Dodi disuruh mencari isu perihal ancaman merokok," jawab Dodi. "Yang betul, Dod," timpal guru tersebut. "Betul kok Bu. Dodi lagi bosan main game. Kalah terus sih," uja Dodi. "Kamu bisa cari isu perihal kesehatan itu, Dod," tanya guru tersebut. Ia teringat keinginannya memperoleh kisi-kisi soal Ujian Nasional. "Bisa dong Bu. Kan Dodi udah diajarin sama Bu Guru Komputer di sekolah. "Terus, caranya gimana Dod," kejar guru itu. "Dodi ke warnet. Buka internet kemudian Dodi ketik www.google.com di kotak isian address-nya. Setelah itu, muncul kemudahan pencarian Google. Udah deh, Dodi ketik aja judul isu yang mau dicari," terang Dodi bangga.

"Ooo. Kalau begitu, ibu ikut kau deh ke warnet," pinta guru tersebut antusias. "Ibu juga ada yang mau dicari. Tapi, kau yang ketikkan ya. Ibu ngga tahu caranya," tambahnya. Lalu keduanya pergi ke warnet selang 13 rumah dari arah kiri tempat tinggal mereka. Padahal keduanya belum makan siang. "Kamu masuk duluan Dod," suruh guru tersebut. Layaknya jagoan, Dodi pun masuk ke area warnet. Ia pilih PC yang biasa ia pakai bermain game.

Pertama ia ketik di kotak isian address www.google.com. Setelah muncul kemudahan search ia berpaling pada ibunya. "Apa yang mau ibu cari?" tanya Dodi. "Dod, coba kau ketik "kisi-kisi ujian nasional"," jawab guru tersebut. Setelah Dodi akibat mengetik, ia klik button search. Muncullah hyperlink-hyperlink. "Yang mana Bu?" tanya Dodi. "Coba kau klik yang nomor 3 dari atas itu," ujar guru itu. "Itu, yang ada goresan pena Departemen Pendidikan Nasional," tambahnya.

Setelah Dodi meng-klik, muncullah kisi-kisi soal yang tengah dipusingkan guru itu. "Nah, itu Dod yang ibu cari. Bisa dicetak ngga Dod," tanyanya. "Bisa dong Bu. Nanti Dodi bilang sama Bang Jumin (penjaga warnet)," jawab Dodi. Akhirnya, Bang Jumin bisa memprint-out kisi-kisi soal. Seluruhnya 36 lembar dikali Rp.1.000 sehingga total biaya dikeluarkan Rp.36.000. Bukan main senangnya guru itu. Tidak apa uang dikeluarkan demi para siswanya.
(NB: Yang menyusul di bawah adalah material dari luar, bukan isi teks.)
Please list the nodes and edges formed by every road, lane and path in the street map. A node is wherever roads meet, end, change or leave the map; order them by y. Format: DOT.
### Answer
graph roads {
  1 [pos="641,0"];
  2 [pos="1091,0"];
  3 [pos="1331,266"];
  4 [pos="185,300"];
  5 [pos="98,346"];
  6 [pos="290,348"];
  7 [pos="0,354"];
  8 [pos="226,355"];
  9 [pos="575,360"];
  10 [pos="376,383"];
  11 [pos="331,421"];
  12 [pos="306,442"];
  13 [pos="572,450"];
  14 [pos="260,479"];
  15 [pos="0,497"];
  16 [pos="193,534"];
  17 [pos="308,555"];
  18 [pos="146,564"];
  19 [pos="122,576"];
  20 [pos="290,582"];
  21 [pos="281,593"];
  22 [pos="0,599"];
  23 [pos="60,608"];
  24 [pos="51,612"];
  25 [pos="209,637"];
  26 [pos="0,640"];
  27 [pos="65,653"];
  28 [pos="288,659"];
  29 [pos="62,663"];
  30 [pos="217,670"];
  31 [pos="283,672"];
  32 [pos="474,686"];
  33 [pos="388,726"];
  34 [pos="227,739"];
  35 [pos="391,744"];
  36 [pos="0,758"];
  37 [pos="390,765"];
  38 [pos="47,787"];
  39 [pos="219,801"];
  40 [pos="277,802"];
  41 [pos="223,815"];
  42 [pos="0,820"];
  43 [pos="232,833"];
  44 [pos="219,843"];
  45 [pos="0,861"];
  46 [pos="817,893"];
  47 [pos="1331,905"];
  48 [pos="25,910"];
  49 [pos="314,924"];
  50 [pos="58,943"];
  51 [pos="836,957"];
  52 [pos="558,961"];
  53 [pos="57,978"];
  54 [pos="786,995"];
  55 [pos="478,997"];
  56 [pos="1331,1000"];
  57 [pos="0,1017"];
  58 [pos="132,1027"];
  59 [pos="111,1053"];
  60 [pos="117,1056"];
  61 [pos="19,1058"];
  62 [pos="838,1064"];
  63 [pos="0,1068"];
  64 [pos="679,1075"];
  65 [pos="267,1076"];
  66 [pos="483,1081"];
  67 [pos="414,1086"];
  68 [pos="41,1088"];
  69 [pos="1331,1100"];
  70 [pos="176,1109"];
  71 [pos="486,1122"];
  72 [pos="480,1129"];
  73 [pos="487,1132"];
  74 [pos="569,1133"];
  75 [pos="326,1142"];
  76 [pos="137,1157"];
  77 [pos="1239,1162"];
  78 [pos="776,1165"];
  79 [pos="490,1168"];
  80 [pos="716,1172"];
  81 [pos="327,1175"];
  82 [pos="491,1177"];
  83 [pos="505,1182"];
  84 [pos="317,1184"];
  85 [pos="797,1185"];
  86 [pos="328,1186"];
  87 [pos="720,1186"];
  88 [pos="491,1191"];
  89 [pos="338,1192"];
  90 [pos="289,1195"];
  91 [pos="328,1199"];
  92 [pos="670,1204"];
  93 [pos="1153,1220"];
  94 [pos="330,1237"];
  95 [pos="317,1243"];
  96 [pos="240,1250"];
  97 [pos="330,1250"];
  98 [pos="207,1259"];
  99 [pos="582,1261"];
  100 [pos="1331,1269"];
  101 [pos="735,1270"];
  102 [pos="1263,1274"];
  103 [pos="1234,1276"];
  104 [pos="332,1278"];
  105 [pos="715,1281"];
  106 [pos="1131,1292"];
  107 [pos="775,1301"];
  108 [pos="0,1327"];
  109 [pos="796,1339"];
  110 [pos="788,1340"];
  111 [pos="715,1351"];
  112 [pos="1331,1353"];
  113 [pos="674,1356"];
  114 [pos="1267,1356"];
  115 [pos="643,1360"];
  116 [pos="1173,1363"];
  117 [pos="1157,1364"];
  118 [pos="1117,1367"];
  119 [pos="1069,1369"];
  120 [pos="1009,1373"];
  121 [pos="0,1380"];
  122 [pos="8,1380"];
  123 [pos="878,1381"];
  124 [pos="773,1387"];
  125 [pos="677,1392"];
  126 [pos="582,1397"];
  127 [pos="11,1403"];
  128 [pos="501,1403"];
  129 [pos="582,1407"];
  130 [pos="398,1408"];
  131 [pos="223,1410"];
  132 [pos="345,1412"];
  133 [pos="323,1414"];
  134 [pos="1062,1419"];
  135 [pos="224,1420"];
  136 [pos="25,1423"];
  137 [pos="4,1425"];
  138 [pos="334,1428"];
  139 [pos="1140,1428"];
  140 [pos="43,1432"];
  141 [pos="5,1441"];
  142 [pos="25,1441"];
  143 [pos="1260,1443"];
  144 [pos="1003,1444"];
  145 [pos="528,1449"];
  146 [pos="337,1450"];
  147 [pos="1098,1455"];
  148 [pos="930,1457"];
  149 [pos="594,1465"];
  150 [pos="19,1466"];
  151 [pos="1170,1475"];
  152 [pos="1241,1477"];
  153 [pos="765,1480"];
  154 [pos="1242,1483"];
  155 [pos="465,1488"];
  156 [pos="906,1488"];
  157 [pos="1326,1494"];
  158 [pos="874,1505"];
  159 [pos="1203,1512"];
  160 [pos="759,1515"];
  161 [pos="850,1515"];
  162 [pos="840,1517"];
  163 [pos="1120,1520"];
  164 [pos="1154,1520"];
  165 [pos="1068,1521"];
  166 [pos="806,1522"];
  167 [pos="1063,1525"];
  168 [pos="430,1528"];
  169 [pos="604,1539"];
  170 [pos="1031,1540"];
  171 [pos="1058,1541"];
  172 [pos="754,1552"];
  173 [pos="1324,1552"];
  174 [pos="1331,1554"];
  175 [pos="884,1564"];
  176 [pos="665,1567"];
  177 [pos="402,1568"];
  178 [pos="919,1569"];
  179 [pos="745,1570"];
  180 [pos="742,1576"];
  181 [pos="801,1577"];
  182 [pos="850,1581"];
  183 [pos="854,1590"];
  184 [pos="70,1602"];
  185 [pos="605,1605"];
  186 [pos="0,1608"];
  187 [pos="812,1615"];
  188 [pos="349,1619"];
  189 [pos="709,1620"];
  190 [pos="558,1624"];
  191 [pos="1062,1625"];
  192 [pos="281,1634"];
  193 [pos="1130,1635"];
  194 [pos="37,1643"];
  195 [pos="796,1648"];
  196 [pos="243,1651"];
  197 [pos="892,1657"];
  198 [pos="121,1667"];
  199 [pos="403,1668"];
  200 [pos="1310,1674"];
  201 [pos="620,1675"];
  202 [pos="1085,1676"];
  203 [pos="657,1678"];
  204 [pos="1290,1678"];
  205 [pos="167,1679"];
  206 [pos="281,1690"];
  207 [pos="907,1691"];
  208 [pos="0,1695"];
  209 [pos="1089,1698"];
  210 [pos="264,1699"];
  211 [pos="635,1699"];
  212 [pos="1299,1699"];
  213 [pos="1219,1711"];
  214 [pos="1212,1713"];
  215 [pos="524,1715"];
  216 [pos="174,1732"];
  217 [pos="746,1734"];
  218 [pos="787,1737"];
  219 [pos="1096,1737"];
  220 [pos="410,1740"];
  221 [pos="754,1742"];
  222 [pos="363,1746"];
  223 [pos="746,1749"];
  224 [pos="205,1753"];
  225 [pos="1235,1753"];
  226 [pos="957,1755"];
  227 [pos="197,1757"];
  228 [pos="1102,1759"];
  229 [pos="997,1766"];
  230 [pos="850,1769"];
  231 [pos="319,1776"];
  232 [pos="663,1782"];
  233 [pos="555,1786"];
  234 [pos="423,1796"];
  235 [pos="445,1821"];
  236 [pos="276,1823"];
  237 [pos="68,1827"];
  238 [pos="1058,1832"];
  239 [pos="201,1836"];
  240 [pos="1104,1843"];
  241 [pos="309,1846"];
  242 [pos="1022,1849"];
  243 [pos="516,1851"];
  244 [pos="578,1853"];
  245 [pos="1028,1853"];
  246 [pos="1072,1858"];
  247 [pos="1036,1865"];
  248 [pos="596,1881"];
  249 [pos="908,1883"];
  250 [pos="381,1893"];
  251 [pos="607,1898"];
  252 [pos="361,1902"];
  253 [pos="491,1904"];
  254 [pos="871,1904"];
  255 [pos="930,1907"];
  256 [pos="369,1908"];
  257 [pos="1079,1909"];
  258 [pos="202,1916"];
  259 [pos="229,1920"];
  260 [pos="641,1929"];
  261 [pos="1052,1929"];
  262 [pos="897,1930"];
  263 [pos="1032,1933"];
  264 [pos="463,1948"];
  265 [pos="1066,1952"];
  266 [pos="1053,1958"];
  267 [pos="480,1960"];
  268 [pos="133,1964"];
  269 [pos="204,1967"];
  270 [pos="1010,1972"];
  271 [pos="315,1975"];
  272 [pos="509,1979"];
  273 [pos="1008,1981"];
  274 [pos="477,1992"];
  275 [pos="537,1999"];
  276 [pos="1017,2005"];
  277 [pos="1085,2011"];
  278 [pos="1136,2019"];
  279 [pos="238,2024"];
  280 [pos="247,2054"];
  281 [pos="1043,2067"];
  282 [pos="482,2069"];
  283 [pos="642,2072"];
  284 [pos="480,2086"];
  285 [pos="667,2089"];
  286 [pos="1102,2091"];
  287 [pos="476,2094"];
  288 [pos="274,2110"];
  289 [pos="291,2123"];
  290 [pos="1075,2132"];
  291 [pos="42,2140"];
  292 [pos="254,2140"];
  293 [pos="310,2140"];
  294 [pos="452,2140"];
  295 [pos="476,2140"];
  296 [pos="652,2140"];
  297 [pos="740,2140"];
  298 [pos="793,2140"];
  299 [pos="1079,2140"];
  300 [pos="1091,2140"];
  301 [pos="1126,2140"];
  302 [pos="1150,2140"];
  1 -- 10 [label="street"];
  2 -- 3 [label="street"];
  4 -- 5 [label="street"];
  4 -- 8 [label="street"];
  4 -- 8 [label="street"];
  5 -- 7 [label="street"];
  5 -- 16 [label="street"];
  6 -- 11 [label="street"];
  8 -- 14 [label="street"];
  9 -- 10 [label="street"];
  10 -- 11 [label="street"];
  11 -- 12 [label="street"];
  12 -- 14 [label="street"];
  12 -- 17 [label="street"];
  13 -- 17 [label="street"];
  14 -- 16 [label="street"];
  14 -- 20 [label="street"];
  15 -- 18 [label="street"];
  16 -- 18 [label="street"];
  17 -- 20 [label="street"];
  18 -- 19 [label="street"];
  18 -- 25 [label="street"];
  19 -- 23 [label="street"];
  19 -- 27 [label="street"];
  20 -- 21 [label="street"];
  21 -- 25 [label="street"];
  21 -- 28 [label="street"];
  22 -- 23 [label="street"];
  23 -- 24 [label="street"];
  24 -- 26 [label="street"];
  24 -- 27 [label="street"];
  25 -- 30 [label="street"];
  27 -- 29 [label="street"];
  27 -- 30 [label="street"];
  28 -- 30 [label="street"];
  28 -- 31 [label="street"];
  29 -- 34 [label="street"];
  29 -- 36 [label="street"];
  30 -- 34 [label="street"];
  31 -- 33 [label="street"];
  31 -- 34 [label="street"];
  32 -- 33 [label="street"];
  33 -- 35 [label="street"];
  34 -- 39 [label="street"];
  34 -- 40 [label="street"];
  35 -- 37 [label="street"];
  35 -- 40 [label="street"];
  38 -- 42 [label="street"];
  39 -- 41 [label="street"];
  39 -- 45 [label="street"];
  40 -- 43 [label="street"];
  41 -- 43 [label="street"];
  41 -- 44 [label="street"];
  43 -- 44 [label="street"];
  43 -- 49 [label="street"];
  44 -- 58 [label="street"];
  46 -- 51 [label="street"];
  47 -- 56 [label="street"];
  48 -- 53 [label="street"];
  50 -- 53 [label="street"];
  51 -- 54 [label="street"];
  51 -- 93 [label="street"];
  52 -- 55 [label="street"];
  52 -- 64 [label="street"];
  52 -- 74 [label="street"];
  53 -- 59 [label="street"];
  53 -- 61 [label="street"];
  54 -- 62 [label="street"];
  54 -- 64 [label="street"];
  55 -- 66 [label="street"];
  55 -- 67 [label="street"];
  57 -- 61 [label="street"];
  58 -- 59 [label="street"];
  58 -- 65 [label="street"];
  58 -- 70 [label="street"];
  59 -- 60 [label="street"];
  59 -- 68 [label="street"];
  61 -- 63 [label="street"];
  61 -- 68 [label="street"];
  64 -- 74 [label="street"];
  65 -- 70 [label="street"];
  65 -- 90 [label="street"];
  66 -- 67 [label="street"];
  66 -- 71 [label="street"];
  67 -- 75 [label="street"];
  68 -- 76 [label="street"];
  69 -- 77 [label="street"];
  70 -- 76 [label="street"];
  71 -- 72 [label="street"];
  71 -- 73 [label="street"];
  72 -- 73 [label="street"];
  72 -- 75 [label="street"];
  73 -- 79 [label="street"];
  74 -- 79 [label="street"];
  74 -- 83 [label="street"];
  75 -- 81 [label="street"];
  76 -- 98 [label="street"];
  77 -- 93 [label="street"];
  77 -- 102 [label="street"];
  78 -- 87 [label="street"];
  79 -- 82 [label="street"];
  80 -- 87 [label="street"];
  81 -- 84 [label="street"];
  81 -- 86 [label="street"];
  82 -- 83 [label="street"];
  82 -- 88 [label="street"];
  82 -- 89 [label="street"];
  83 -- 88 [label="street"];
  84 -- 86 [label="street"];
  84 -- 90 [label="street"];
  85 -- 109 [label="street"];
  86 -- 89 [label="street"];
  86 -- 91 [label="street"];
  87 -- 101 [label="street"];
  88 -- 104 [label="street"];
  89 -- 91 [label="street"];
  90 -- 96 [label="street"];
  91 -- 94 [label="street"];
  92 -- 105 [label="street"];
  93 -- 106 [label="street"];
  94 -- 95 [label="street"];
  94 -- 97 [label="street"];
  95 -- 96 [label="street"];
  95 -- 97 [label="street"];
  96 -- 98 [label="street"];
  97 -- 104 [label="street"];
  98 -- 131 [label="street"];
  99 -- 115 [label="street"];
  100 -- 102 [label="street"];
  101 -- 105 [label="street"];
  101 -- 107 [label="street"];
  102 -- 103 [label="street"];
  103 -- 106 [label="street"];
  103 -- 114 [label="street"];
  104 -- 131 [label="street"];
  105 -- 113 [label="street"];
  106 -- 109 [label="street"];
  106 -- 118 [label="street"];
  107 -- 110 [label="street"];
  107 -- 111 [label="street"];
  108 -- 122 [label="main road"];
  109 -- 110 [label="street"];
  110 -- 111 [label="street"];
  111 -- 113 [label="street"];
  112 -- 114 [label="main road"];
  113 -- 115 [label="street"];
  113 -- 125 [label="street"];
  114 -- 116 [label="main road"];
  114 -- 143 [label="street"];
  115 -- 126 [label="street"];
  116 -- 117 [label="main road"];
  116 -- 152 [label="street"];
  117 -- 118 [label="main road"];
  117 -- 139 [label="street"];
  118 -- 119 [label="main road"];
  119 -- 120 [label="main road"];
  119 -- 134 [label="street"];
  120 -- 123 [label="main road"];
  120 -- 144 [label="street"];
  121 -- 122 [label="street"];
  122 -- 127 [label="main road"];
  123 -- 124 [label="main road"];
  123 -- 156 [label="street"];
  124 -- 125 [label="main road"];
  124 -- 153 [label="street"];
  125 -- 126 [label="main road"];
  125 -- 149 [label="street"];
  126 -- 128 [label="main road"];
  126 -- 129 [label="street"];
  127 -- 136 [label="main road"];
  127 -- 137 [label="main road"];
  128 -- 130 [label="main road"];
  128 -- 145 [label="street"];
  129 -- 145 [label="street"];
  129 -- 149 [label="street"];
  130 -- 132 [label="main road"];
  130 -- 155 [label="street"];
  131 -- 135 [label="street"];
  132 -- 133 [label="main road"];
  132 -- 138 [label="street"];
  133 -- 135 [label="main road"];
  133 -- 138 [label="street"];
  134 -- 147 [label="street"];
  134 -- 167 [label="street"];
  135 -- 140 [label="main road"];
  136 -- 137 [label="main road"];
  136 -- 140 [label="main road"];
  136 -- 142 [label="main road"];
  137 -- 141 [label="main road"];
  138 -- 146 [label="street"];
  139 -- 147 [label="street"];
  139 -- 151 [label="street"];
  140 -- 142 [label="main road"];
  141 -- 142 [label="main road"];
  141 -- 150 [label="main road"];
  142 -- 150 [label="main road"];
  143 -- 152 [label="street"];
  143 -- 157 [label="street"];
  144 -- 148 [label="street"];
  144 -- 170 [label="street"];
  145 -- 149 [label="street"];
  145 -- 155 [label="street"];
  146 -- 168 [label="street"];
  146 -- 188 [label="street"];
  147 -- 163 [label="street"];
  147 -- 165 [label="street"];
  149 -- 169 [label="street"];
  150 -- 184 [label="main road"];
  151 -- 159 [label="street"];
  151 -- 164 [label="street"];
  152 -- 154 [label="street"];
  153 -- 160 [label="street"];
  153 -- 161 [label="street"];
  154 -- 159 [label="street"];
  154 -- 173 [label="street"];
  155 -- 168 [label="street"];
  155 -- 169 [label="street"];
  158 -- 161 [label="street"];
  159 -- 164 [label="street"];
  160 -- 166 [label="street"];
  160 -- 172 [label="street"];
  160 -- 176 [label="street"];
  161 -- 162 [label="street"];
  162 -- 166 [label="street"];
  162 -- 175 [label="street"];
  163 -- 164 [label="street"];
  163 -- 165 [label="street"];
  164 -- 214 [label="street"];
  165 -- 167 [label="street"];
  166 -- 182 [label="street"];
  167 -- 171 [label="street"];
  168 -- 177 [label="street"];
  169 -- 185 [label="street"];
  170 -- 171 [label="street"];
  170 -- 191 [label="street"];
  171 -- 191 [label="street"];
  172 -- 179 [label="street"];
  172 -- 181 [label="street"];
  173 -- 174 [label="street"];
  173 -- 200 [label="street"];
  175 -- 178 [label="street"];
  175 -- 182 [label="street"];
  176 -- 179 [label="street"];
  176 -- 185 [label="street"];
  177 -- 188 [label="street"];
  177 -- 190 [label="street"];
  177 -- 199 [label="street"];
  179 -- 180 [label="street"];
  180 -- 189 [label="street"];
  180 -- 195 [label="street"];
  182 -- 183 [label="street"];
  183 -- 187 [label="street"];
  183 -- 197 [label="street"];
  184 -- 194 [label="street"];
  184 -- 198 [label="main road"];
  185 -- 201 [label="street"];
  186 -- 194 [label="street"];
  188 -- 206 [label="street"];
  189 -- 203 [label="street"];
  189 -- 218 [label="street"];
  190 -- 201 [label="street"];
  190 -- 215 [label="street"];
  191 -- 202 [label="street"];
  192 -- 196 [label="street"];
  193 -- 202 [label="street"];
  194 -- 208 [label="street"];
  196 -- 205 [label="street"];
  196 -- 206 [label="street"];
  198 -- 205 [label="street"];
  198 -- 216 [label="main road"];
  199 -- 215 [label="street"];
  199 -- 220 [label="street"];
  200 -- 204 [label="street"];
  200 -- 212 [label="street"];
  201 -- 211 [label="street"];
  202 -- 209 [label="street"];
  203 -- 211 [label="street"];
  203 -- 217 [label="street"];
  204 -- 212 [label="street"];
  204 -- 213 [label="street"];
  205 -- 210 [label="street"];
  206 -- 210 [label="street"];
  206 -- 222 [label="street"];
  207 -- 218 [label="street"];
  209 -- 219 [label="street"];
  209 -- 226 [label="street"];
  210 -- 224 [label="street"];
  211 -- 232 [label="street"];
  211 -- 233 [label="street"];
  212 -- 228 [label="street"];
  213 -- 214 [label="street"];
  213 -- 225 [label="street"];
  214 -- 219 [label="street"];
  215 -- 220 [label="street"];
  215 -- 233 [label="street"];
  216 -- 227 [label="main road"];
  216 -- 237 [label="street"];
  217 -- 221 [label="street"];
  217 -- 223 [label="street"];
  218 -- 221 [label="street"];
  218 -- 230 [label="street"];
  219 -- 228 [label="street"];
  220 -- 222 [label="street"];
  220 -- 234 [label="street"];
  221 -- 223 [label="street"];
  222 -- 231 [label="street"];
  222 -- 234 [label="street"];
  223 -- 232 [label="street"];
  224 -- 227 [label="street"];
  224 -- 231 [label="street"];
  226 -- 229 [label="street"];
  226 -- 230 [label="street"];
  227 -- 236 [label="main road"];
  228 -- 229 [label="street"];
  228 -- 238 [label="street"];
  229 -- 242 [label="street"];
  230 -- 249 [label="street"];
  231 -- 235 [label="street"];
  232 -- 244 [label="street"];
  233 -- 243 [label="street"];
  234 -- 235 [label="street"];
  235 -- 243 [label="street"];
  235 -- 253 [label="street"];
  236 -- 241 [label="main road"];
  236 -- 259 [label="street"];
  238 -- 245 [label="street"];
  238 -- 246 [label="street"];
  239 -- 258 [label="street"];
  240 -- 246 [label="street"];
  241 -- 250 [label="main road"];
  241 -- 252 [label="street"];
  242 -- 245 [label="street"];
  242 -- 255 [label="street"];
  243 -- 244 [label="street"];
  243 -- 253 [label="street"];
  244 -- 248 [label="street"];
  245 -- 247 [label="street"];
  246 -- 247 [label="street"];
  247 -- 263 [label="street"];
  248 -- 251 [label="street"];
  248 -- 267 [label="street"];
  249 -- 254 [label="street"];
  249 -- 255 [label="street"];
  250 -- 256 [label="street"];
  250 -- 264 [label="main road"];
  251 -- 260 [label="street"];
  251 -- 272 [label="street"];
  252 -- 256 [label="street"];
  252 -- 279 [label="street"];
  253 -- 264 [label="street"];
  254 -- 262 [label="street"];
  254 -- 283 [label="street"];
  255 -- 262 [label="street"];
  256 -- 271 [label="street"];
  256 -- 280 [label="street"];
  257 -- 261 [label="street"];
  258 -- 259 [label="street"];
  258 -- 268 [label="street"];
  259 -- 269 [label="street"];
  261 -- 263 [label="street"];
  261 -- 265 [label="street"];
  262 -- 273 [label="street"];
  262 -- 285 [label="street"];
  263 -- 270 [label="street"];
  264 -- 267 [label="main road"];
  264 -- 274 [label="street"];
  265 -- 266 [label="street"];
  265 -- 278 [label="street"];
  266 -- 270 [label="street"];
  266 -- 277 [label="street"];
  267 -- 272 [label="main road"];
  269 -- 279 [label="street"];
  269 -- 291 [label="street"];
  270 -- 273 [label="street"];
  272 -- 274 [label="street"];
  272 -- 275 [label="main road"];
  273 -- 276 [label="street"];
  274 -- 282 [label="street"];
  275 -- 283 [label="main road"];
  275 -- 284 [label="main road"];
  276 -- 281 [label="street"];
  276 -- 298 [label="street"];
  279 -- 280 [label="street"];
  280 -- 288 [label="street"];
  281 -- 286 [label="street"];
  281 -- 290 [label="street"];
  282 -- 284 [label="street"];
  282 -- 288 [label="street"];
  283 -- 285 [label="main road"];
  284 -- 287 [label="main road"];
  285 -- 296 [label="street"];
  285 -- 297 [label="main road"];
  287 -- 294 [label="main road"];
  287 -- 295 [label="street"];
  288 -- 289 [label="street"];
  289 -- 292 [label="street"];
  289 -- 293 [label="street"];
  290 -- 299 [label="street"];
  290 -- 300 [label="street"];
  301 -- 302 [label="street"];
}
Di benak guru itu telah terprogram rencana pendalaman bahan yang akan ia berikan bagi persiapan ujian nasional. Itulah, yang ia kerjakan malam hari di rumahnya hingga pukul 23.30 WIB. Esoknya, begitu tiba di sekolah ia dipanggil atasannya (kepala sekolah tempat ia bertanya kemarin). "Bu, saya kemarin sudah dari dinas pendidikan kabupaten. Mereka menyampaikan kisi-kisi soal belum ada. Belum didistribusikan oleh pusat," katanya. "Oh, tidak perlu Bu. Saya sudah punya kok. Terima kasih," jawab guru itu sambil melangkah niscaya menuju kelas tercintanya.

Konsep E-Government

Kisah di atas bermaksud sederhana, yaitu hendak menggambarkan cepatnya susukan informasi warganegara terhadap suatu jenis kebijakan pemerintah. Guru tadi eksklusif masuk ke struktur birokrasi atas pemerintah guna memperoleh kisi-kisi soal. Secara langsung, guru tersebut eksklusif mengalami aspek positif dari Electronic Government dan biasa disingkat penyebutannya menjadi E-Government.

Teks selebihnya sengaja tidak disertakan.